The five, however, who next follow, deserve a nearer view, and more accurate acquaintance with their merits. These, remaining indeed at Rome, became leaders of new ranks, which from them assumed their name and device; and hence we have alternately been compelled to record the disciples of Albano, of Guido, and so of the rest. This repetition, however, in other places, will now permit us to treat of them in a more cursory view.
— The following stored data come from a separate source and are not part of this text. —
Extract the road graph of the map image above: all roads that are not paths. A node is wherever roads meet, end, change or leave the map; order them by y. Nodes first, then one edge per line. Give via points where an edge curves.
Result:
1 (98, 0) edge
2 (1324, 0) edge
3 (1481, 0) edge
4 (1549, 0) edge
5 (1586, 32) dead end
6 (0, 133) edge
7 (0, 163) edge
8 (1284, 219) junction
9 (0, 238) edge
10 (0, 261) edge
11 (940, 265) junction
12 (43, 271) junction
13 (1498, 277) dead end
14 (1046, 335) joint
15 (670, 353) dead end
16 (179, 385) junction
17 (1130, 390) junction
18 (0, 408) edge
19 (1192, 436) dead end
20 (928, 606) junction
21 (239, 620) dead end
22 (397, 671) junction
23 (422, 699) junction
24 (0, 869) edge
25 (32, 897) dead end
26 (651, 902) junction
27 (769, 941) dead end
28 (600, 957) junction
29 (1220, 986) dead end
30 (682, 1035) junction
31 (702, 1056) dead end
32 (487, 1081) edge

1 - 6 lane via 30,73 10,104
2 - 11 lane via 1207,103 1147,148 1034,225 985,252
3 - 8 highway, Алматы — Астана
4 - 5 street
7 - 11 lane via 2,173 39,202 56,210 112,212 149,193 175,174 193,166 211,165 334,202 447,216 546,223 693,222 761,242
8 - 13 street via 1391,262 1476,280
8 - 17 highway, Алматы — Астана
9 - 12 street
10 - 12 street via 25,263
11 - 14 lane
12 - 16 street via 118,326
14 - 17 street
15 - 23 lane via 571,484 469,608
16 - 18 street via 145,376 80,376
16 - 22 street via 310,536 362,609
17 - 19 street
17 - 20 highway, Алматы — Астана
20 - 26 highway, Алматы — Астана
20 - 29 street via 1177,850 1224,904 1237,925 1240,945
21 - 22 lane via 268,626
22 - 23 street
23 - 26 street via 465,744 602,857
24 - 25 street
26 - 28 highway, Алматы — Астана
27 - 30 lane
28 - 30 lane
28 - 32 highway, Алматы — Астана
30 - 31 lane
Domenico Zampieri, otherwise Domenichino, is at this day universally esteemed the most distinguished pupil of the Caracci; and has even been preferred by Count Algarotti to the Caracci themselves. What is still more, Poussin ranked him directly next to Raffaello; and in the introduction to the life of Camassei, almost the same opinion is given by Passeri. During the early part of his career his genius appeared slow, because it was profound and accurate; and Passeri attributes his grand progress more to his amazing study than to his genius. From his acting as a continual censor of his own productions, he became among his fellow pupils the most exact and expressive designer, his colours most true to nature, and of the best impasto, the most universal master in the theory of his art, the sole painter amongst them all in whom Mengs found nothing to desire, except a somewhat larger proportion of elegance. That he might devote his whole being to the art, he shunned all society, or if he occasionally sought it in the public theatres and markets, it was in order better to observe the play of nature's passions in the features of the people;—those of joy, anger, grief, terror, and every affection of the mind, and to commit it living to his tablets; and thus, exclaims Bellori, it was, he succeeded in delineating the soul, in colouring life, and rousing those emotions in our breasts at which his works all aim; as if he waved the same wand which belonged to the poetical enchanters, Tasso and Ariosto. After several years' severe study at Bologna, he went to Parma to examine the beautiful works of the Lombards; and thence to Rome, where he completed his erudite taste under Annibal, who selected him as one of his assistants.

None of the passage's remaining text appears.